(Material to process begins)
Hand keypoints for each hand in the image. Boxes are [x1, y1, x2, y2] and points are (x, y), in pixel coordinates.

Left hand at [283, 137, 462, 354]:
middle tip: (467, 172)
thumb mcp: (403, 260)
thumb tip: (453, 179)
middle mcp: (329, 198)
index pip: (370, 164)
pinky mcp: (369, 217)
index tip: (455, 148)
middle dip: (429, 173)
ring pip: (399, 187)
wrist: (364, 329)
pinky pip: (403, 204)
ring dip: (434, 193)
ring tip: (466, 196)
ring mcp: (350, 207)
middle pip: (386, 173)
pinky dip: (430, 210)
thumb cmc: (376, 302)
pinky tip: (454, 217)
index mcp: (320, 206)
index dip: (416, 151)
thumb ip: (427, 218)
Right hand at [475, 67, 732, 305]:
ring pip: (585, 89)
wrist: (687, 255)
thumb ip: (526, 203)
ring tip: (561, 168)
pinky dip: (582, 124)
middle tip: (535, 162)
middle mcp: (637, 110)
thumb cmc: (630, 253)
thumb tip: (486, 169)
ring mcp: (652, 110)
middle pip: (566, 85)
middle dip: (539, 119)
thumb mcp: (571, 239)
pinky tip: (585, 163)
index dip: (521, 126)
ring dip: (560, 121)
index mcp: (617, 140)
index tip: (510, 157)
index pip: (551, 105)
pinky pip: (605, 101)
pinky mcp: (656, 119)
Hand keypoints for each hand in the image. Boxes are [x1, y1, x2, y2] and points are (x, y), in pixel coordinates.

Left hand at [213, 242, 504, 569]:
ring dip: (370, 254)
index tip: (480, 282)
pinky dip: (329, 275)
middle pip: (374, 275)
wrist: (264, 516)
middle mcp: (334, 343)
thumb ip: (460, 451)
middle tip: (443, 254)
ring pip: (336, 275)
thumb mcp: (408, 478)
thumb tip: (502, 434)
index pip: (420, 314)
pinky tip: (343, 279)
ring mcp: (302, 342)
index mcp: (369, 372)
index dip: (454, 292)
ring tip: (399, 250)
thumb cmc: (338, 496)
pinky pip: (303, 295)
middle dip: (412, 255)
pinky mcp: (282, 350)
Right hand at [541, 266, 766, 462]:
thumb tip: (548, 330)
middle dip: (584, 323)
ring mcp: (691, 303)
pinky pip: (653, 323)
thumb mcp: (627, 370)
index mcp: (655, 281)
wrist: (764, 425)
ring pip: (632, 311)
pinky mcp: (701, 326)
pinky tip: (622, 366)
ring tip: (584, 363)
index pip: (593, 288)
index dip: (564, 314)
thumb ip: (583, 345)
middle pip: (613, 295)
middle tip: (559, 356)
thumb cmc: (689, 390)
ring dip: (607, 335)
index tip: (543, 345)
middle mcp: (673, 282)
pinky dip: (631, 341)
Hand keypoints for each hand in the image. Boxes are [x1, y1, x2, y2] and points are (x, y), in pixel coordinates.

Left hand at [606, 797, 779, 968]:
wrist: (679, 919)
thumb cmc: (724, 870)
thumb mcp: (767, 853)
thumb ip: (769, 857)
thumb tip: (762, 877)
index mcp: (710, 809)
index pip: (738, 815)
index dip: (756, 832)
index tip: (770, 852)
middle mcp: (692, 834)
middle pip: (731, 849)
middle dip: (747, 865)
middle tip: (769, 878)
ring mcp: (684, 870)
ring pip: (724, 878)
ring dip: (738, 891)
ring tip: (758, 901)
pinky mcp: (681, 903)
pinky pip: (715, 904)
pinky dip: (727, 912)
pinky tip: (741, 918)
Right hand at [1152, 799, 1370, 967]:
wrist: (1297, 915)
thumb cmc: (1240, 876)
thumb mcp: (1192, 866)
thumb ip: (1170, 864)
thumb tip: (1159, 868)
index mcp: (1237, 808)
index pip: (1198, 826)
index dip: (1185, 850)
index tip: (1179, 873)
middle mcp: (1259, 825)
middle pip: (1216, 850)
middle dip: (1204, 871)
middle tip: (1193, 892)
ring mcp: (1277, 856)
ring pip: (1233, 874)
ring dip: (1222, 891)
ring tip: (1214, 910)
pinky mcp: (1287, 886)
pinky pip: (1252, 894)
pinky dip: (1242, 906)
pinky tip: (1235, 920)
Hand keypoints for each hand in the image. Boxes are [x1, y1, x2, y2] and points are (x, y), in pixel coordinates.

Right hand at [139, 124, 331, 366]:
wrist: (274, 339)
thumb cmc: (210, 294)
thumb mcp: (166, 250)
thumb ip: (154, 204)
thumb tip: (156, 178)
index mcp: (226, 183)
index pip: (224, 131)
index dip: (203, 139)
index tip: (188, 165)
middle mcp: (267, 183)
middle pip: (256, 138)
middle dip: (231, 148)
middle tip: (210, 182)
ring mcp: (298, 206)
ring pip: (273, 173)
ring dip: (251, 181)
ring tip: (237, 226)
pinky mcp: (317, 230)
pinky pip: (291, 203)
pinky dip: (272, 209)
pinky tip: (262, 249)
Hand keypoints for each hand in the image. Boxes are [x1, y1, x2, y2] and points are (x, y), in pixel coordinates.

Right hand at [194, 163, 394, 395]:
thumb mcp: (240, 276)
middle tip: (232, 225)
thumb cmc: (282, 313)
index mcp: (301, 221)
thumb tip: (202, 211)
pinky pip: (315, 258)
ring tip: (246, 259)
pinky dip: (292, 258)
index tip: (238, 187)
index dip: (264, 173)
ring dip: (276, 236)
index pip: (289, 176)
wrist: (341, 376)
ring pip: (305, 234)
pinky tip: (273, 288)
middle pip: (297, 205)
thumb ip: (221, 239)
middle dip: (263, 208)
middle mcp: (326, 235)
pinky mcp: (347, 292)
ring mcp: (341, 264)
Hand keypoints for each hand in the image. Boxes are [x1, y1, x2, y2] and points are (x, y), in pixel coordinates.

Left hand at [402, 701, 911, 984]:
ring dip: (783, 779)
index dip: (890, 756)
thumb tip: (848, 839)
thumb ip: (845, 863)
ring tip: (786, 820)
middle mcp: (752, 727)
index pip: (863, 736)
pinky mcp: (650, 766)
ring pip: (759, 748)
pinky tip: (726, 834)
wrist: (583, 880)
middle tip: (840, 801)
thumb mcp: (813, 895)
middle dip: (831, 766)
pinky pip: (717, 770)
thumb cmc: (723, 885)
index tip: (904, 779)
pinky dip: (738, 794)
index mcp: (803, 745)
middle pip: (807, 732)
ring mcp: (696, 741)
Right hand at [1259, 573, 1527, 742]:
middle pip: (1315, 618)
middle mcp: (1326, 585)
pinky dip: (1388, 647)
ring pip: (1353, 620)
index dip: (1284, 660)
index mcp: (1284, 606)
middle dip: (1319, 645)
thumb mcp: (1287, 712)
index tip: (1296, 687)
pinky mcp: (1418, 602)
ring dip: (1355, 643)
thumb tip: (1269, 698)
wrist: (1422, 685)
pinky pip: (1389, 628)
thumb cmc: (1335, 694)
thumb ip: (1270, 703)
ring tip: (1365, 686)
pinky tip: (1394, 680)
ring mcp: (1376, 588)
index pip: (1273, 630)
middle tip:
(Material to process ends)
## Task details
From the data above, return every line from the line that has "pinky dip: (329, 275)" up to and including the line that has "ring mcp: (691, 303)", exactly.

## Written answer
pinky dip: (329, 275)
middle pip: (374, 275)
wrist: (264, 516)
middle mcp: (334, 343)
thumb ip: (460, 451)
middle tip: (443, 254)
ring pip: (336, 275)
thumb mcp: (408, 478)
thumb tip: (502, 434)
index pip: (420, 314)
pinky tip: (343, 279)
ring mcp: (302, 342)
index mcp: (369, 372)
index dip: (454, 292)
ring tip: (399, 250)
thumb cmc: (338, 496)
pinky pip: (303, 295)
middle dip: (412, 255)
pinky mcp: (282, 350)
Right hand at [541, 266, 766, 462]:
thumb tip: (548, 330)
middle dip: (584, 323)
ring mcp: (691, 303)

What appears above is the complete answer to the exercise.